Today : Mar 01, 2025
Science
01 March 2025

New Open-Source Package Enhances Fatigue Model Estimation

B-FADE leverages Bayesian methods to improve predictions of fatigue endurance limits for defective metals.

Fatigue failure is one of the primary concerns affecting the longevity and safety of structural materials, especially metals. Over the years, numerous methods have been developed to estimate the fatigue endurance limits of materials, particularly those with defects. A significant focus has been on using El Haddad curves as semi-empirical models to predict these limits based on the size of defects or cracks. The recent release of B-FADE, or Bayesian-Fatigue Model Estimator, seeks to advance the predictive capabilities of these models by employing probabilistic methods.

B-FADE is built around the Maximum A Posteriori (MAP) estimation approach, which combines empirical evidence with theoretical knowledge. This is particularly useful when dealing with incomplete datasets, which are common yet often problematic within the field of material fatigue. The authors of the recent study have presented B-FADE as both flexible and accessible, allowing users from the engineering and materials science communities to leverage sophisticated tools without the need for extensive programming expertise.

The El Haddad curve serves as the centerpiece of the B-FADE's functionality. Traditionally, this curve predicts the fatigue endurance limit as influenced by defects within metallic materials, using parameters such as defect size (often represented as sqrt(area)) and applied stress ratios. Improvements on earlier methods enable the B-FADE package to incorporate greater uncertainty and variability within datasets, enabling practitioners to derive more reliable predictions. The authors describe how B-FADE enhances the traditional use of the El Haddad model through the integration of Bayesian inference, which allows for the exploitation of historical data and literature to inform current analyses.

This methodology functions by allowing users to input data from various fatigue tests, including size characteristics of defects and stress levels used during testing.
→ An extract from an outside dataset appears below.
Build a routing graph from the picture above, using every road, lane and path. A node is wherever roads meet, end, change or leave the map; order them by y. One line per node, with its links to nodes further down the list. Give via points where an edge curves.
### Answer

The data feeding the B-FADE model can also utilize previous knowledge from literature for prior probability distributions, thereby enhancing accuracy. This aspect is particularly beneficial for handling metallic materials where perfect testing conditions are seldom achievable, making B-FADE's probabilistic framework highly relevant.

An illustrative example included within the study demonstrates B-FADE's application on Ti6Al4V materials manufactured via advanced techniques like Selective Laser Melting (SLM) and Electron Beam Melting (EBM). These materials were subjected to constant stress amplitude fatigue tests to outline the robustness of the B-FADE predictions against contemporary literature estimates for fatigue endurance limits. According to the authors, results from B-FADE align closely with earlier findings, affirming its validity and practical utility.
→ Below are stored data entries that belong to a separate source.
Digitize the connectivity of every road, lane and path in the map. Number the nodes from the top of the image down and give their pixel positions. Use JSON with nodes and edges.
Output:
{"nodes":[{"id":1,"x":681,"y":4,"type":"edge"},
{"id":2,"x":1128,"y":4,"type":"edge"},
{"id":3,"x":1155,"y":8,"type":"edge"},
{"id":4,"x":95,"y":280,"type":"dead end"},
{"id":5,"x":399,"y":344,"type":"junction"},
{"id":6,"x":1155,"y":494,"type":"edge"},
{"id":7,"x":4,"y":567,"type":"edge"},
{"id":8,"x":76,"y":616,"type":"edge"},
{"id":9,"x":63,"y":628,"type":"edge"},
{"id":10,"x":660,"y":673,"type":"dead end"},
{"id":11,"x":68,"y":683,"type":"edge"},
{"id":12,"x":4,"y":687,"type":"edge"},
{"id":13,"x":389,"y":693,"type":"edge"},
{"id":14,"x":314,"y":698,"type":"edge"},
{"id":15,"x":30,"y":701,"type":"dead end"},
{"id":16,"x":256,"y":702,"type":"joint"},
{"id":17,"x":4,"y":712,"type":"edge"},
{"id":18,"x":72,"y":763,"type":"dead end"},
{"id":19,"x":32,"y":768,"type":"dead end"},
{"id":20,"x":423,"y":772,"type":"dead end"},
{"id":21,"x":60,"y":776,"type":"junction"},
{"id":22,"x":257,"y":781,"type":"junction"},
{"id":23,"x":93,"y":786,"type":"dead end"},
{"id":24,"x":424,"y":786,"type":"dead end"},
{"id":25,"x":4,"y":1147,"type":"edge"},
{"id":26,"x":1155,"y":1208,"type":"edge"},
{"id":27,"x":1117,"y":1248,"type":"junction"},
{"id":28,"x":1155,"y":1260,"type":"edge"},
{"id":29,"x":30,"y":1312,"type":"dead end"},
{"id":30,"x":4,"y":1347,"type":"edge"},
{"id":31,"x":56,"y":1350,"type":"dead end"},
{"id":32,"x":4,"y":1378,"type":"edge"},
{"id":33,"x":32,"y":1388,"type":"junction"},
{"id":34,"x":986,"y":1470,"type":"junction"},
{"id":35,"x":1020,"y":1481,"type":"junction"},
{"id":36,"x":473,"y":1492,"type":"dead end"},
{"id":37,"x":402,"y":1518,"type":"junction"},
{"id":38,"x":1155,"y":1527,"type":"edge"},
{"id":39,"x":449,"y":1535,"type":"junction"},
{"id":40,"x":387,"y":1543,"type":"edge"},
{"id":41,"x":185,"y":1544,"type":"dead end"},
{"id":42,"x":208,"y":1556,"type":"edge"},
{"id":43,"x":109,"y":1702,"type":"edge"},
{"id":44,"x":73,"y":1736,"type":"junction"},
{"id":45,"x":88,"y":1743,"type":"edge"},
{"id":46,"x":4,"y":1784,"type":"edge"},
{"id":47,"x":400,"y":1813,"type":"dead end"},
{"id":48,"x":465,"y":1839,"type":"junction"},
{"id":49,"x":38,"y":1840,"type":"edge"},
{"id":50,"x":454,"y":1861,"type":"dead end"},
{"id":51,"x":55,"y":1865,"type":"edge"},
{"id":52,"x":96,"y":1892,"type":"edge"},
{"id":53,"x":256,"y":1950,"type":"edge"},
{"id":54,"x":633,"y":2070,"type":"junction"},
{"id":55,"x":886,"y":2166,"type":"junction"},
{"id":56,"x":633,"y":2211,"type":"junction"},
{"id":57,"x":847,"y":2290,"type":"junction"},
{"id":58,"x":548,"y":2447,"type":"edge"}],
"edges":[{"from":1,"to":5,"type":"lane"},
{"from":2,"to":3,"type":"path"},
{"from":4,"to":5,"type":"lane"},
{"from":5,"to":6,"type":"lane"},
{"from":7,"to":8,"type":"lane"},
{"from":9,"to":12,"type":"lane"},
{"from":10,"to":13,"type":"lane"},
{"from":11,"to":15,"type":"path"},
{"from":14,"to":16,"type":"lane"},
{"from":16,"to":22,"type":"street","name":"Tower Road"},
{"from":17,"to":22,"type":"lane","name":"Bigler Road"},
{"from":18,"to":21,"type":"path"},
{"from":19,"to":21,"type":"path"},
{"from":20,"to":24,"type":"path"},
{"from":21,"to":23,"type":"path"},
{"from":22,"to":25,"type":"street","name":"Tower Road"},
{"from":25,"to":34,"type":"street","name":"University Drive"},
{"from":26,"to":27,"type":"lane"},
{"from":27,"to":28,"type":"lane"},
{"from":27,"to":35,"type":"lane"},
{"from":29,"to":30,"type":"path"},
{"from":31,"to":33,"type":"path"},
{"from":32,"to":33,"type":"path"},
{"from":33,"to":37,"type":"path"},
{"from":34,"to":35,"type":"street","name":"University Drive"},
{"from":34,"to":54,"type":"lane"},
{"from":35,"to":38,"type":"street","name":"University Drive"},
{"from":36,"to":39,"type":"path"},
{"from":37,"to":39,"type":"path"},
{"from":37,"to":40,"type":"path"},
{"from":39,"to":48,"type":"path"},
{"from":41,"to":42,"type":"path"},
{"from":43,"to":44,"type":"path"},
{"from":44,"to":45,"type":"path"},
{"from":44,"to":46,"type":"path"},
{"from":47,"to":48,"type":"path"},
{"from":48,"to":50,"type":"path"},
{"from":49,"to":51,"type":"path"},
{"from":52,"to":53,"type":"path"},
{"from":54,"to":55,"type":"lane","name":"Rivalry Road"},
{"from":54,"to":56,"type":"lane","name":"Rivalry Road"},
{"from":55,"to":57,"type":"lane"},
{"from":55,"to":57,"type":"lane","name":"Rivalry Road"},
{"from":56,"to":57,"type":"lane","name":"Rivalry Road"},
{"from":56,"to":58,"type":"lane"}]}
Interestingly, the authors point out how B-FADE also possesses the capacity to compute predictive posteriors, offering insights not just on the current dataset but also on future, untested materials or conditions. By reflecting on the statistical properties of the tested datasets, B-FADE can generate probability distributions of expected failures, teaching practitioners how to interpret and manage potential fatigue issues before catastrophic failures occur.

The development of B-FADE is timely, as it bridges an important gap within the engineering community—providing reliable software tools to estimate model parameters easily. The integration of Bayesian approaches not only enhances the applicability of fatigue models but also showcases the potential for the continual evolution of predictive methods within materials science. The authors conclude by proposing future expansions of the B-FADE package to include other fatigue models beyond the El Haddad curve, emphasizing the tool’s potential to grow alongside advances within material testing methodologies.
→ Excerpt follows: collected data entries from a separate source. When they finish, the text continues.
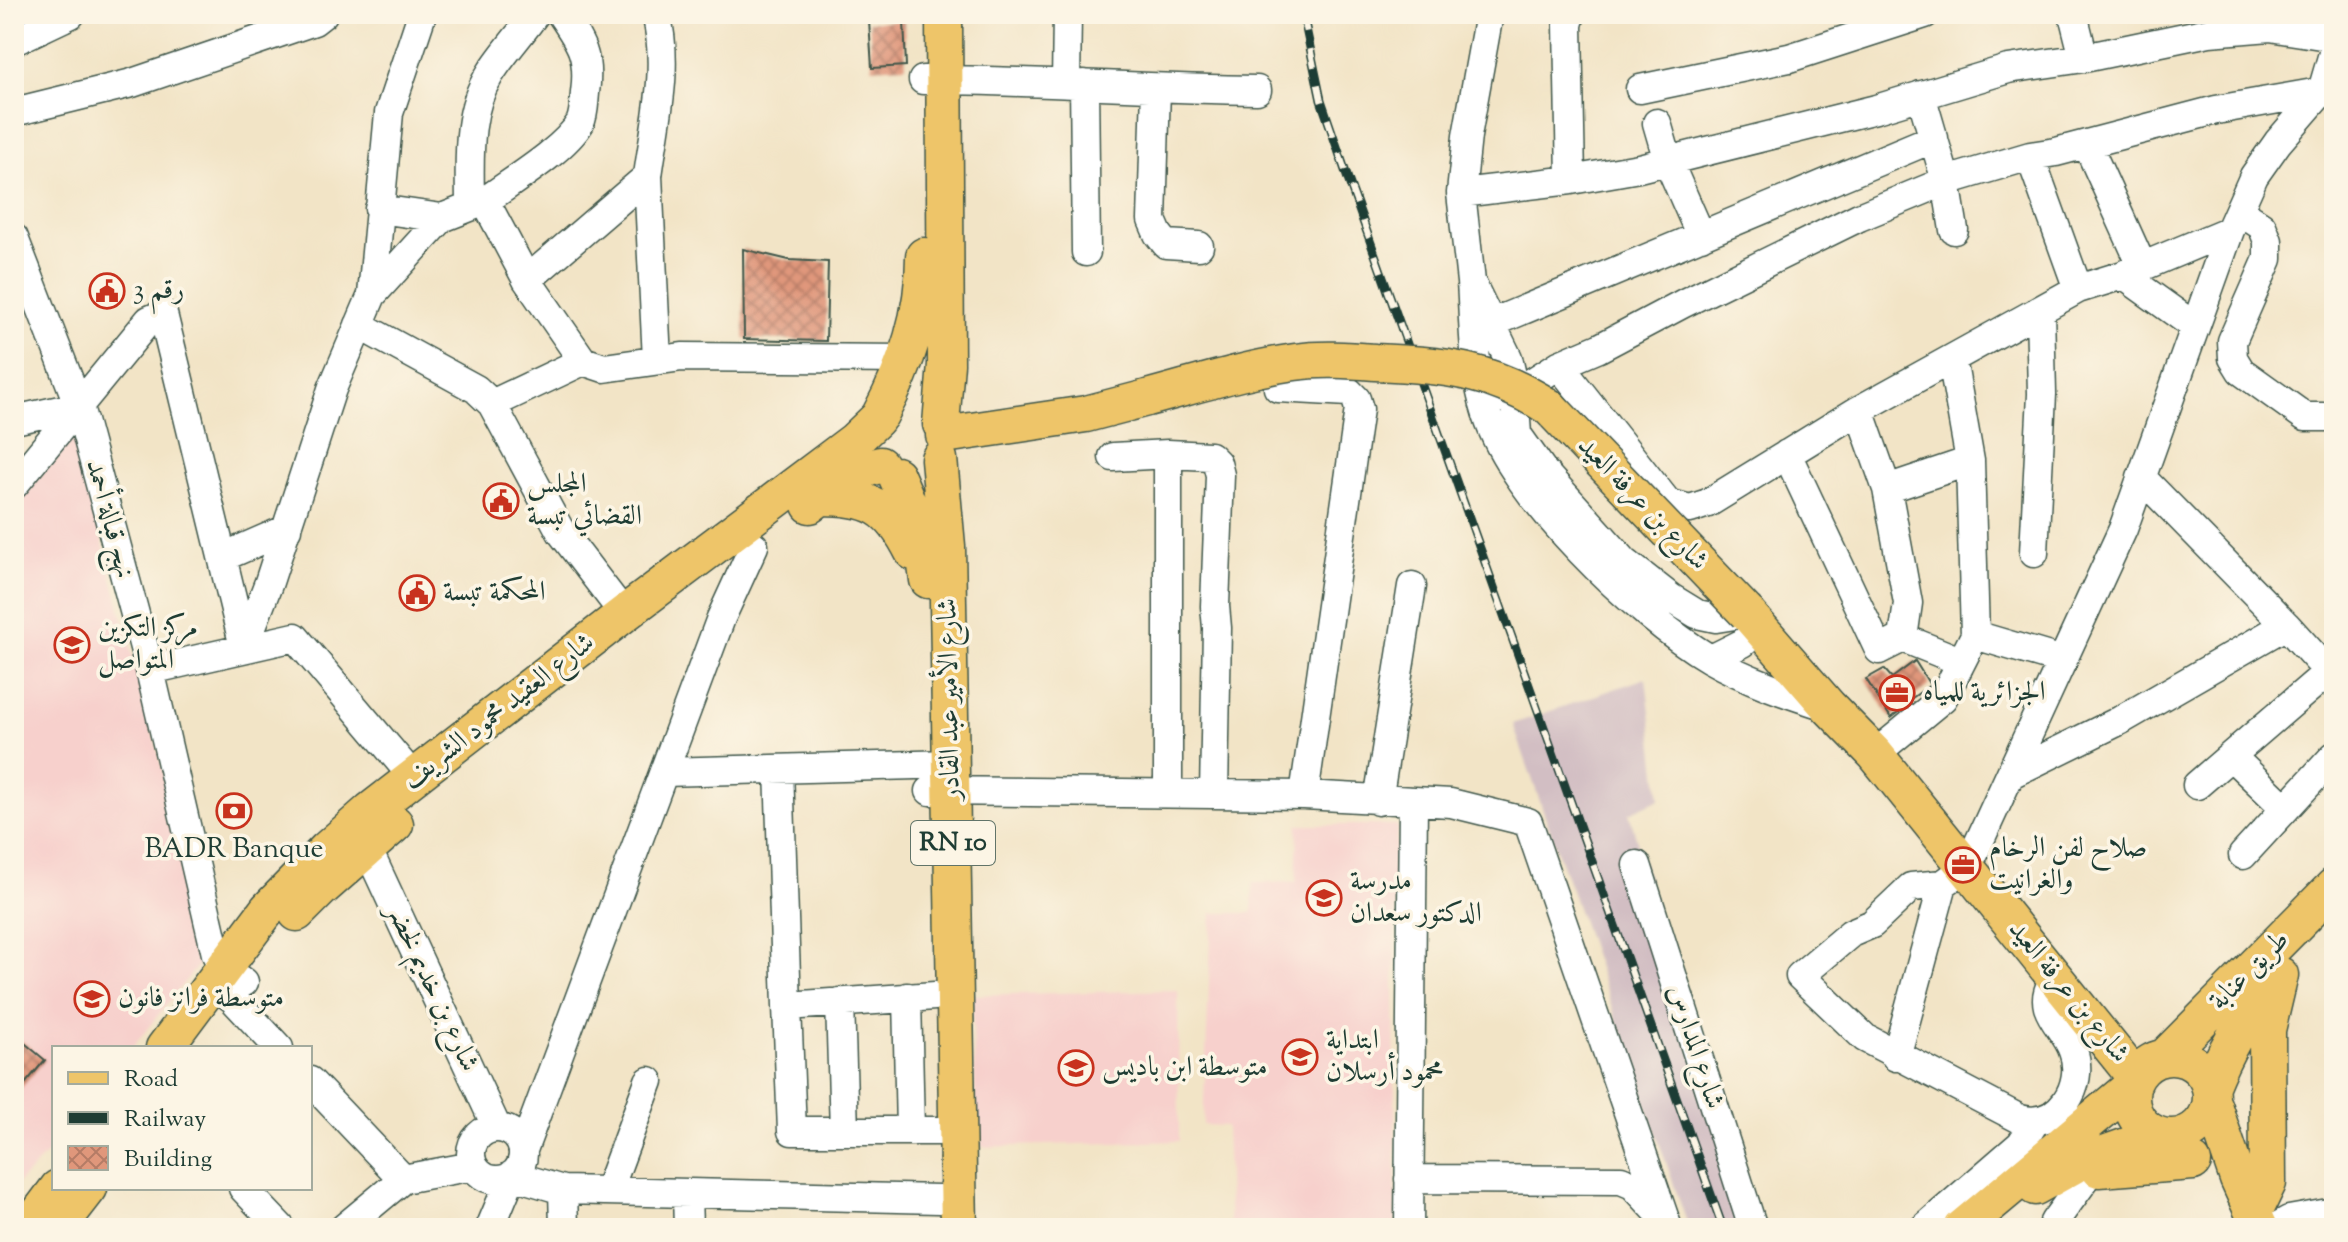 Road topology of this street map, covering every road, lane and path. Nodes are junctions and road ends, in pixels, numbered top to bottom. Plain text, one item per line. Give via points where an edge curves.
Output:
1 (71, 14) edge
2 (323, 14) edge
3 (422, 14) edge
4 (535, 14) edge
5 (561, 14) edge
6 (656, 14) edge
7 (925, 14) edge
8 (944, 14) edge
9 (1067, 14) edge
10 (1489, 14) edge
11 (1571, 14) edge
12 (1925, 14) edge
13 (2073, 14) edge
14 (2334, 37) edge
15 (14, 41) edge
16 (2334, 50) edge
17 (2084, 58) junction
18 (934, 80) junction
19 (1075, 84) junction
20 (1156, 89) junction
21 (1640, 89) dead end
22 (1257, 90) dead end
23 (2328, 90) edge
24 (1921, 95) junction
25 (14, 112) edge
26 (1657, 123) dead end
27 (1934, 138) junction
28 (2087, 144) junction
29 (2030, 156) junction
30 (1668, 161) junction
31 (648, 176) junction
32 (1571, 180) junction
33 (1946, 181) junction
34 (1461, 193) junction
35 (477, 204) junction
36 (379, 209) junction
37 (442, 218) junction
38 (2234, 221) junction
39 (1954, 230) dead end
40 (1701, 236) junction
41 (14, 238) edge
42 (1199, 246) dead end
43 (1086, 252) dead end
44 (2133, 272) junction
45 (527, 280) junction
46 (1471, 282) junction
47 (2078, 289) junction
48 (372, 295) junction
49 (2040, 310) junction
50 (1492, 323) junction
51 (359, 325) junction
52 (2194, 326) junction
53 (906, 359) junction
54 (1952, 359) junction
55 (657, 360) junction
56 (583, 361) junction
57 (1559, 365) junction
58 (1278, 388) dead end
59 (1513, 392) junction
60 (492, 404) junction
61 (79, 406) junction
62 (1859, 410) junction
63 (879, 417) junction
64 (1488, 417) junction
65 (2334, 417) edge
66 (14, 420) edge
67 (941, 439) junction
68 (1168, 454) junction
69 (1787, 454) junction
70 (1113, 457) dead end
71 (1970, 461) junction
72 (888, 470) junction
73 (2141, 477) junction
74 (14, 485) edge
75 (1887, 489) junction
76 (820, 497) junction
77 (287, 529) junction
78 (754, 546) junction
79 (2034, 553) dead end
80 (223, 557) junction
81 (269, 582) junction
82 (929, 585) junction
83 (1412, 586) dead end
84 (624, 614) junction
85 (1754, 620) junction
86 (2286, 625) junction
87 (1975, 635) junction
88 (295, 637) junction
89 (1903, 638) junction
90 (244, 647) junction
91 (1711, 659) junction
92 (1960, 661) junction
93 (2063, 661) junction
94 (150, 670) junction
95 (2331, 675) edge
96 (1829, 707) junction
97 (1875, 754) junction
98 (2231, 756) junction
99 (2334, 756) edge
100 (779, 769) junction
101 (664, 772) junction
102 (2011, 774) junction
103 (942, 777) junction
104 (414, 778) junction
105 (2197, 785) dead end
106 (1168, 793) junction
107 (1214, 794) junction
108 (1304, 795) junction
109 (1378, 801) junction
110 (1413, 802) junction
111 (2285, 808) junction
112 (367, 848) junction
113 (2243, 855) dead end
114 (1637, 865) dead end
115 (1956, 875) junction
116 (2334, 886) edge
117 (2334, 920) edge
118 (2280, 975) junction
119 (2055, 978) junction
120 (228, 983) junction
121 (921, 996) junction
122 (840, 1002) junction
123 (787, 1006) junction
124 (166, 1046) edge
125 (195, 1046) edge
126 (277, 1046) edge
127 (1896, 1057) junction
128 (2165, 1057) junction
129 (649, 1081) dead end
130 (2134, 1081) junction
131 (312, 1083) edge
132 (2211, 1096) junction
133 (2034, 1123) junction
134 (497, 1128) junction
135 (844, 1131) junction
136 (924, 1131) junction
137 (2162, 1136) junction
138 (2193, 1162) junction
139 (518, 1163) junction
140 (473, 1166) junction
141 (2075, 1172) junction
142 (403, 1179) junction
143 (1409, 1179) junction
144 (609, 1189) junction
145 (56, 1190) edge
146 (87, 1190) edge
147 (245, 1190) edge
148 (563, 1190) junction
149 (687, 1194) junction
150 (2334, 1212) edge
151 (946, 1218) edge
152 (1667, 1224) edge
153 (2262, 1225) edge
154 (2053, 1226) edge
155 (28, 1228) edge
156 (58, 1228) edge
157 (281, 1228) edge
158 (344, 1228) edge
159 (490, 1228) edge
160 (564, 1228) edge
161 (688, 1228) edge
162 (1409, 1228) edge
163 (1753, 1228) edge
164 (1924, 1228) edge
165 (1962, 1228) edge
166 (1969, 1228) edge

1 - 15 street
2 - 25 street via 132,83
3 - 36 street via 389,113
4 - 35 street via 489,75 476,104 470,137
5 - 35 street via 586,56 582,120 567,141
6 - 31 street via 663,40 662,77
7 - 18 main road, شارع الأمير عبد القادر / RN 10
8 - 18 main road, شارع الأمير عبد القادر / RN 10
9 - 19 street
10 - 34 street
11 - 32 street
12 - 21 street via 1789,58
13 - 17 street
14 - 17 street via 2270,27 2209,32
16 - 23 street
17 - 24 street via 2008,69
18 - 19 street
18 - 53 main road, شارع الأمير عبد القادر / RN 10 via 924,289
18 - 67 main road, شارع الأمير عبد القادر / RN 10 via 946,364
19 - 20 street
19 - 43 street
20 - 22 street
20 - 42 street via 1152,220 1166,244
23 - 28 street via 2216,110
23 - 38 street via 2278,142 2254,176
24 - 27 street
24 - 30 street
26 - 30 street
27 - 33 street
27 - 40 street
28 - 29 street
28 - 44 street
29 - 33 street
29 - 47 street
30 - 32 street
30 - 40 street
31 - 45 street
31 - 55 street
32 - 34 street
33 - 39 street
33 - 57 street via 1859,217
34 - 46 street
35 - 37 street
35 - 45 street
36 - 37 street
36 - 48 street
37 - 48 street
38 - 44 street
38 - 52 street
38 - 65 street via 2262,226 2268,259 2232,341 2233,358 2241,371 2305,417
40 - 50 street
41 - 61 street, نهج قبالة أحمد
44 - 47 street
44 - 52 street
45 - 56 street
46 - 50 street
46 - 64 street via 1476,368
47 - 49 street
48 - 51 street
49 - 54 street
49 - 79 street via 2042,394
50 - 59 street via 1508,358
51 - 60 street via 476,389
51 - 77 street via 332,389
52 - 73 street
53 - 55 street
53 - 63 main road, شارع الأمير عبد القادر / RN 10
54 - 62 street
54 - 71 street
55 - 56 street via 604,368
56 - 60 street
57 - 59 street
57 - 69 street via 1668,503 1690,509 1708,503
58 - 108 street via 1349,392 1359,409
59 - 64 street
59 - 85 street via 1517,434 1526,449 1625,562 1697,614
60 - 84 street via 561,532
61 - 66 street
61 - 74 street
61 - 80 street via 149,320 163,314
61 - 94 street, نهج قبالة أحمد
62 - 69 street
62 - 75 street
63 - 67 main road via 889,406 912,402 934,414
63 - 72 main road via 872,424 870,449
63 - 84 main road, شارع العقيد محمود الشريف
64 - 91 street via 1514,469 1580,550 1648,613
67 - 72 main road via 920,475
67 - 85 main road, شارع بن عرفة العيد, bridge via 1086,414 1297,361 1444,365 1520,388 1549,407
67 - 103 main road, شارع الأمير عبد القادر / RN 10 via 947,546
68 - 70 street
68 - 106 street
68 - 107 street via 1210,456 1220,475
69 - 89 street via 1879,650
71 - 75 street
71 - 87 street
72 - 76 main road, شارع العقيد محمود الشريف via 862,469
72 - 82 main road, شارع الأمير عبد القادر / RN 10 via 922,536
73 - 86 street
73 - 93 street
75 - 89 street via 1908,603
76 - 78 main road, شارع العقيد محمود الشريف
76 - 82 main road via 861,499 883,509 899,527
77 - 80 street
77 - 81 street
78 - 101 street
78 - 112 main road, شارع العقيد محمود الشريف
80 - 90 street
81 - 88 street
81 - 90 street
82 - 103 main road, شارع الأمير عبد القادر / RN 10
83 - 109 street
84 - 104 main road, شارع العقيد محمود الشريف
85 - 91 street via 1743,643
85 - 96 main road, شارع بن عرفة العيد
86 - 95 street
86 - 102 street via 2121,720
87 - 92 street
87 - 93 street
88 - 90 street
88 - 104 street
89 - 92 street
90 - 94 street
91 - 96 street via 1779,691
92 - 97 street via 1943,698
93 - 102 street
94 - 120 street, نهج قبالة أحمد via 216,954
95 - 98 street
96 - 97 main road, شارع بن عرفة العيد
97 - 115 main road, شارع بن عرفة العيد
98 - 105 street
98 - 111 street
99 - 111 street
100 - 101 street
100 - 103 street
100 - 123 street
101 - 139 street
102 - 115 street
103 - 106 street
103 - 121 main road, شارع الأمير عبد القادر / RN 10
103 - 151 main road, شارع الأمير عبد القادر / RN 10
104 - 120 main road, شارع العقيد محمود الشريف via 304,870 268,909
106 - 107 street
107 - 108 street
108 - 109 street
109 - 110 street
110 - 143 street
110 - 152 street via 1451,803 1528,822
111 - 113 street
112 - 120 main road, شارع العقيد محمود الشريف
112 - 134 street, شارع بن خديم لخضر
114 - 163 street, شارع المدارس
115 - 119 main road, شارع بن عرفة العيد
115 - 127 street
115 - 127 street via 1911,887 1872,924 1851,933 1800,976 1865,1038
116 - 128 main road, طريق عنابة
117 - 118 main road, طريق عنابة
118 - 132 main road, طريق عنابة via 2237,1028
118 - 153 main road via 2267,1030 2268,1183
119 - 130 main road, شارع بن عرفة العيد
119 - 133 street via 2048,988 2048,1007 2075,1053 2075,1068 2058,1112
120 - 124 main road, شارع العقيد محمود الشريف
120 - 125 main road, شارع العقيد محمود الشريف
120 - 126 street
121 - 122 street
121 - 136 main road, شارع الأمير عبد القادر / RN 10
122 - 123 street
122 - 135 street
123 - 135 street via 792,1131
127 - 133 street
128 - 130 main road via 2148,1063
128 - 132 main road via 2197,1066
129 - 144 street
130 - 137 main road via 2135,1116
130 - 165 main road
131 - 142 street
132 - 137 main road via 2199,1126 2189,1133
132 - 153 main road via 2224,1142
133 - 164 street via 2021,1144
134 - 139 street via 511,1131 521,1143
134 - 140 street via 474,1140
135 - 136 street
136 - 151 main road, شارع الأمير عبد القادر / RN 10
137 - 138 main road
137 - 141 main road via 2108,1152
138 - 141 main road
138 - 153 main road
139 - 140 street via 495,1180
139 - 148 street
139 - 159 street
140 - 142 street
141 - 154 street
141 - 166 main road
142 - 158 street
143 - 152 street via 1621,1180 1633,1185
143 - 162 street
144 - 148 street
144 - 149 street
145 - 155 main road
146 - 156 main road
147 - 157 street
148 - 160 street
149 - 151 street
149 - 161 street
150 - 153 street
This advancement opens numerous avenues for industries reliant on material integrity, particularly those involving safety-critical applications such as aerospace, automotive, and structural engineering. By providing engineers with high-quality probabilistic assessments of fatigue endurance limits, B-FADE aims to improve the design and application of materials against fatigue failure, ensuring greater resilience and reliability within engineering practices.

More information about B-FADE and access to the software can be found on its public GitHub repository, highlighting the authors' commitment to making this valuable resource accessible to the research and development community.